EXERCISE PROMPT - Scan the listing below and copy every line holding "este".

PROVIDED INFORMATION -
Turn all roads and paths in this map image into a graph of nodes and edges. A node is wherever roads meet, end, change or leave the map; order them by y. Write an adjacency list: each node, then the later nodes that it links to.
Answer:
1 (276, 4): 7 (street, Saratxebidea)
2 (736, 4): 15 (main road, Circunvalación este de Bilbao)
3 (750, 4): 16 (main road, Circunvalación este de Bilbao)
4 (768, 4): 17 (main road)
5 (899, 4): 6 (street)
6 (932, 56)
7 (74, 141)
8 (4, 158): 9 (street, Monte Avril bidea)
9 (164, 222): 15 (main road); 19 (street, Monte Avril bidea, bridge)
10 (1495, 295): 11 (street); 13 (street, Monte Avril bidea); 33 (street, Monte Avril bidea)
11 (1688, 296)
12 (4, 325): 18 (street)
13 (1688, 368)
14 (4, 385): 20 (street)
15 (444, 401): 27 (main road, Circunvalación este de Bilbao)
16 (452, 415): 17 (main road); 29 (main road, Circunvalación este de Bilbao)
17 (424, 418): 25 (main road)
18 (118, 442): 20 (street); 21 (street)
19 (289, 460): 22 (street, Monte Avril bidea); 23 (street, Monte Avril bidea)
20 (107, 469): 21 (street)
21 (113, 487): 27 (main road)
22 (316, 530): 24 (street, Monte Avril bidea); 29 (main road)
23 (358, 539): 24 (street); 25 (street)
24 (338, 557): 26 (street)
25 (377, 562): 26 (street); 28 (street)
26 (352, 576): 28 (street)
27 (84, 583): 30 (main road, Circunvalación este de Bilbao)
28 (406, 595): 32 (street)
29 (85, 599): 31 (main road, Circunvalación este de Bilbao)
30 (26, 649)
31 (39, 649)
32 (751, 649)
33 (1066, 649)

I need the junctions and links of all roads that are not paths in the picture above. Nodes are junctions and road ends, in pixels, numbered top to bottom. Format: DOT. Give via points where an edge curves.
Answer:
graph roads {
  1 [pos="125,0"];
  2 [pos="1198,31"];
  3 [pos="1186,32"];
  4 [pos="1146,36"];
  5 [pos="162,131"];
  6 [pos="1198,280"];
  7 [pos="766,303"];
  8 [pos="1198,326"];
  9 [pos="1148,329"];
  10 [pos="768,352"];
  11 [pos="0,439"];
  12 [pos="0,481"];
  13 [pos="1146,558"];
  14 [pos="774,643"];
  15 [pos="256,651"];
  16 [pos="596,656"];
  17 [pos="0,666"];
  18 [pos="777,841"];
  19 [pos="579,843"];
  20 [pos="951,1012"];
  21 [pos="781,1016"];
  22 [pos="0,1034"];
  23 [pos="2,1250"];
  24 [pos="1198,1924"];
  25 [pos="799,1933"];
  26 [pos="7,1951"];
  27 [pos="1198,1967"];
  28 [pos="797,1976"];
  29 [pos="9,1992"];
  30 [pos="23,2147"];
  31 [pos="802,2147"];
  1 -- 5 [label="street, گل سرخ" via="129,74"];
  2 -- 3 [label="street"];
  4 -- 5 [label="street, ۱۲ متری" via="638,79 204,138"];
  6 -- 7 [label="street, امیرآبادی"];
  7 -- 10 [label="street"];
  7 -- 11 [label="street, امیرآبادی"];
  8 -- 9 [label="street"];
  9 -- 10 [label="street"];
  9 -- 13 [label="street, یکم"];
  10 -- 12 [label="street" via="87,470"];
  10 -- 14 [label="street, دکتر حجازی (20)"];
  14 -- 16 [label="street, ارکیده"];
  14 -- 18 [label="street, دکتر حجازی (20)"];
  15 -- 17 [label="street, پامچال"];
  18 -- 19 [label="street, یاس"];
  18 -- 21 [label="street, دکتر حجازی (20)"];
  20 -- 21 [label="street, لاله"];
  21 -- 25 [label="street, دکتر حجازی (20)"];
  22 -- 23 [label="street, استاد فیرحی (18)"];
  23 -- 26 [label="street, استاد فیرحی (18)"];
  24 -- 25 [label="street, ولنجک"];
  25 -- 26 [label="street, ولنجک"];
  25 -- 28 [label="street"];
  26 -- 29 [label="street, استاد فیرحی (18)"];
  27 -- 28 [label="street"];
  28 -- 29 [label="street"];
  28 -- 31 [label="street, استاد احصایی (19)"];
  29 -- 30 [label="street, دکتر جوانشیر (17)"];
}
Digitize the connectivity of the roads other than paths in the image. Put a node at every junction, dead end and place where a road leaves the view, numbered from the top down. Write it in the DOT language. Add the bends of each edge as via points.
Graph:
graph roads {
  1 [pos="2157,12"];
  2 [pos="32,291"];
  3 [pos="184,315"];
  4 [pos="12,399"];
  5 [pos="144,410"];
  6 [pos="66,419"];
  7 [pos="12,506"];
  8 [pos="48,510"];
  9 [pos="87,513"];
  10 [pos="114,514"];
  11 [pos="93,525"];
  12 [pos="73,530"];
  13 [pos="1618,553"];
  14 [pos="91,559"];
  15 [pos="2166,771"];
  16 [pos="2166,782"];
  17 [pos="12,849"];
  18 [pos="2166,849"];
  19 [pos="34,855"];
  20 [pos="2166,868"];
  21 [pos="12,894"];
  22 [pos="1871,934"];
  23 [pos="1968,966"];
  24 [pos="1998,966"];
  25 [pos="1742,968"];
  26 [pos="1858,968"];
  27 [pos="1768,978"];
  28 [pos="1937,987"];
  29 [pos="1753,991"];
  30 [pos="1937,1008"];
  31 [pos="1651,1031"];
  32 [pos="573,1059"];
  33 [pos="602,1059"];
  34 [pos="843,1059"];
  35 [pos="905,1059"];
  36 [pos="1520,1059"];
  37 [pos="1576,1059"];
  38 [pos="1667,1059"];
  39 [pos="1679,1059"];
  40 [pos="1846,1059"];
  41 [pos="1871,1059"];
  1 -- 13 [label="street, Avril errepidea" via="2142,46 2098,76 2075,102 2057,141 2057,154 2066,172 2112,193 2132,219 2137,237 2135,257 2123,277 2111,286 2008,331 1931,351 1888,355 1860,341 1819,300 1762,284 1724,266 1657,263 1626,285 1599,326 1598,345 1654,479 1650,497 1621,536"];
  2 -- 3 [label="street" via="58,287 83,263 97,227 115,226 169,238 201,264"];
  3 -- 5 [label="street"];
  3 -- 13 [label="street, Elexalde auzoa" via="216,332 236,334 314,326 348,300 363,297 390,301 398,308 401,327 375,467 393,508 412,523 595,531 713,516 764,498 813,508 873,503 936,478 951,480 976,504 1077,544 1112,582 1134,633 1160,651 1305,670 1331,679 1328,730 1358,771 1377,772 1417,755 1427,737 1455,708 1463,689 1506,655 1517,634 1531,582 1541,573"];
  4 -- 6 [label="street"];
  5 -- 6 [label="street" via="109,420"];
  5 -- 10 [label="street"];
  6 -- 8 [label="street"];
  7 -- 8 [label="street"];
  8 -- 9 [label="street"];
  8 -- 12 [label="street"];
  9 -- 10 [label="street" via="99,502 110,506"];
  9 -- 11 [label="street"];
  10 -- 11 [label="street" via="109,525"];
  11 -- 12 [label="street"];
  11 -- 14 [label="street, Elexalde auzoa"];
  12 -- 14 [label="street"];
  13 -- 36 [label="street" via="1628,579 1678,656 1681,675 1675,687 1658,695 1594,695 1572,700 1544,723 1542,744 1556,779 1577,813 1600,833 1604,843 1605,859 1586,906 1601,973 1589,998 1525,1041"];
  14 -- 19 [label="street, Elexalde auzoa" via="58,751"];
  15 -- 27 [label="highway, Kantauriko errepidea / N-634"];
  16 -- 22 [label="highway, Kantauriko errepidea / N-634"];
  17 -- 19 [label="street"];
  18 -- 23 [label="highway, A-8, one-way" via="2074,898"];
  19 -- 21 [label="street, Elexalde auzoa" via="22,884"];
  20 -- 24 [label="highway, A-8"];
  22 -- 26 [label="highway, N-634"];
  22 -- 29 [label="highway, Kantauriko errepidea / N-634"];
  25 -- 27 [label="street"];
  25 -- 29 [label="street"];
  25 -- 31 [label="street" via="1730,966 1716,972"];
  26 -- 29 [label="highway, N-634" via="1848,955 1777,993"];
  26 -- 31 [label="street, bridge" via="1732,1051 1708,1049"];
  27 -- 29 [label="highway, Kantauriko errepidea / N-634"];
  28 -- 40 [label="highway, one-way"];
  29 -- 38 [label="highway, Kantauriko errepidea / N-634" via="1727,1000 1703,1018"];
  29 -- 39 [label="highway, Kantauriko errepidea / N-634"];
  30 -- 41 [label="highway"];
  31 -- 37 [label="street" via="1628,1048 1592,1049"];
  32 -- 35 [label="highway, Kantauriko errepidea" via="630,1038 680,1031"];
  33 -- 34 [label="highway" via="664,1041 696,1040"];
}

WRITTEN RESPONSE -
2 (736, 4): 15 (main road, Circunvalación este de Bilbao)
3 (750, 4): 16 (main road, Circunvalación este de Bilbao)
15 (444, 401): 27 (main road, Circunvalación este de Bilbao)
16 (452, 415): 17 (main road); 29 (main road, Circunvalación este de Bilbao)
27 (84, 583): 30 (main road, Circunvalación este de Bilbao)
29 (85, 599): 31 (main road, Circunvalación este de Bilbao)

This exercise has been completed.